Enclosure, Tornant, Co. Wicklow
Co. Wicklow |
Enclosures
In the pasture of Tornant townland in County Wicklow, a circular earthwork roughly fifteen metres across has effectively ceased to exist above ground.
The land has been improved, grazed, and worked over long enough that no visible surface trace remains, yet the site continues to appear in the archaeological record as a place that once held, or possibly held, a rath, the term for a ring-fort of the early medieval period typically used as a farmstead enclosure.
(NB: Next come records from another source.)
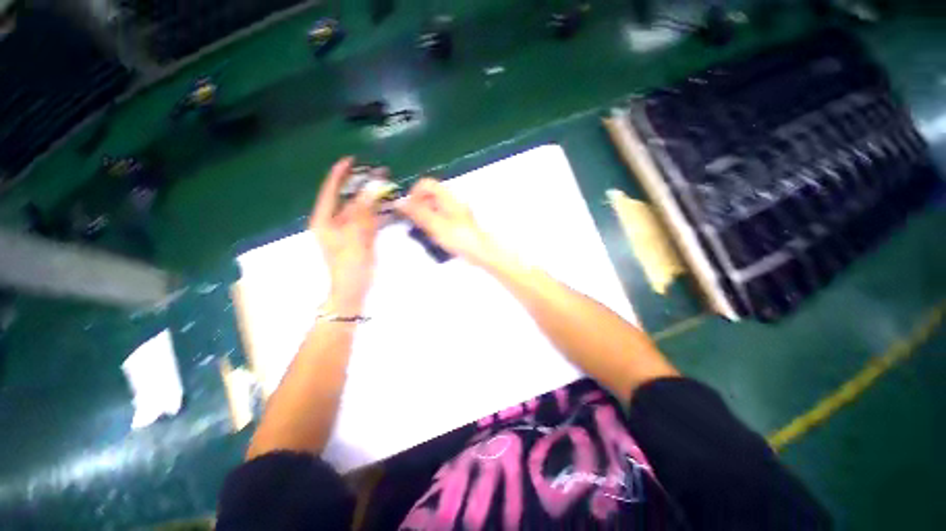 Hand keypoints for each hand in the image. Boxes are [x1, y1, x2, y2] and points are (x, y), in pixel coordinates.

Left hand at [309, 157, 379, 313]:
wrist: (354, 288)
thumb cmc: (348, 264)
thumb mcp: (353, 236)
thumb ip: (362, 212)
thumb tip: (371, 190)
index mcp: (325, 220)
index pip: (330, 191)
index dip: (339, 175)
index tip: (350, 160)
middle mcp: (336, 222)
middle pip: (349, 199)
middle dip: (363, 185)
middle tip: (378, 172)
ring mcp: (351, 230)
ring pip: (363, 209)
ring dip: (374, 198)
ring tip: (387, 184)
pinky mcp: (363, 237)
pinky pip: (371, 220)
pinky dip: (380, 212)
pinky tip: (390, 205)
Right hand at [396, 178, 498, 266]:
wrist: (479, 251)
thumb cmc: (458, 237)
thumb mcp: (435, 224)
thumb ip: (417, 213)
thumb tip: (399, 203)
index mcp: (448, 197)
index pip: (426, 183)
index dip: (414, 193)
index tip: (409, 208)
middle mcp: (452, 201)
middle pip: (430, 195)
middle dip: (419, 206)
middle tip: (415, 222)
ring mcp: (456, 211)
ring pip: (435, 207)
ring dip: (425, 215)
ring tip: (425, 230)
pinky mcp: (458, 222)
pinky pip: (441, 217)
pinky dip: (434, 222)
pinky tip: (434, 235)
The earliest modern documentation comes from John O'Donovan, the scholar and topographer who worked on the Ordnance Survey's place-name and antiquities project in the late 1830s. Writing between 1838 and 1840, O'Donovan noted two small raths, partly defaced, on the northern side of this townland. The first edition six-inch Ordnance Survey map of 1838 records one of these as a circular enclosure of approximately fifteen metres in diameter, sitting on a gentle north-west facing slope. By the time formal monument registers were compiled in the late twentieth century, the classification had softened: listed simply as an enclosure in 1986, and then as only a possible enclosure in 1995, reflecting the difficulty of confirming a site that the landscape had largely absorbed. The shrinking confidence in that record is itself a kind of small history, tracing the moment when a feature visible to O'Donovan's generation became invisible to ours.